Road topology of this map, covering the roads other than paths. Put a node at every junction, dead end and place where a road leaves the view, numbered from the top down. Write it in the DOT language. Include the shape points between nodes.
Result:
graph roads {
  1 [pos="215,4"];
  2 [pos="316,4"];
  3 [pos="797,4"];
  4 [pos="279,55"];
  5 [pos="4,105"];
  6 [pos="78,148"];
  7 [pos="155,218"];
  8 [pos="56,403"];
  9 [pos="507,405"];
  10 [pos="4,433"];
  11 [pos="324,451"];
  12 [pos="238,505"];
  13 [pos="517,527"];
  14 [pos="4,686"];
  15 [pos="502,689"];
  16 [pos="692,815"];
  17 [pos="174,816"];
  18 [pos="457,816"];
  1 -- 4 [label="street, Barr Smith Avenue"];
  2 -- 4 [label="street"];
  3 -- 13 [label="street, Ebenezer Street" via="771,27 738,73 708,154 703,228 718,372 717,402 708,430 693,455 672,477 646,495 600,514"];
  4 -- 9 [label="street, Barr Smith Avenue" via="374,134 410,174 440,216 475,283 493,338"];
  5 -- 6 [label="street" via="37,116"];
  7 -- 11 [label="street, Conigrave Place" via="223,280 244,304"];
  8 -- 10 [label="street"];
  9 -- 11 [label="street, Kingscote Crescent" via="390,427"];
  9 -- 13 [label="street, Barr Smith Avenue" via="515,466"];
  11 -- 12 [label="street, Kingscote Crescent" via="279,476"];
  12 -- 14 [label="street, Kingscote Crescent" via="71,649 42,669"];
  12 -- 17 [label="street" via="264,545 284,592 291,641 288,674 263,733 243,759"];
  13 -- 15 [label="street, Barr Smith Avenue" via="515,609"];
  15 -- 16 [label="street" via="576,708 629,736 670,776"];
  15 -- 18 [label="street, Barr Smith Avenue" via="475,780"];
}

Exercise directions
For this exercise, set down all of the entries again word for word.

Output
Road topology of this map, covering the roads other than paths. Put a node at every junction, dead end and place where a road leaves the view, numbered from the top down. Write it in the DOT language. Include the shape points between nodes.
Result:
graph roads {
  1 [pos="215,4"];
  2 [pos="316,4"];
  3 [pos="797,4"];
  4 [pos="279,55"];
  5 [pos="4,105"];
  6 [pos="78,148"];
  7 [pos="155,218"];
  8 [pos="56,403"];
  9 [pos="507,405"];
  10 [pos="4,433"];
  11 [pos="324,451"];
  12 [pos="238,505"];
  13 [pos="517,527"];
  14 [pos="4,686"];
  15 [pos="502,689"];
  16 [pos="692,815"];
  17 [pos="174,816"];
  18 [pos="457,816"];
  1 -- 4 [label="street, Barr Smith Avenue"];
  2 -- 4 [label="street"];
  3 -- 13 [label="street, Ebenezer Street" via="771,27 738,73 708,154 703,228 718,372 717,402 708,430 693,455 672,477 646,495 600,514"];
  4 -- 9 [label="street, Barr Smith Avenue" via="374,134 410,174 440,216 475,283 493,338"];
  5 -- 6 [label="street" via="37,116"];
  7 -- 11 [label="street, Conigrave Place" via="223,280 244,304"];
  8 -- 10 [label="street"];
  9 -- 11 [label="street, Kingscote Crescent" via="390,427"];
  9 -- 13 [label="street, Barr Smith Avenue" via="515,466"];
  11 -- 12 [label="street, Kingscote Crescent" via="279,476"];
  12 -- 14 [label="street, Kingscote Crescent" via="71,649 42,669"];
  12 -- 17 [label="street" via="264,545 284,592 291,641 288,674 263,733 243,759"];
  13 -- 15 [label="street, Barr Smith Avenue" via="515,609"];
  15 -- 16 [label="street" via="576,708 629,736 670,776"];
  15 -- 18 [label="street, Barr Smith Avenue" via="475,780"];
}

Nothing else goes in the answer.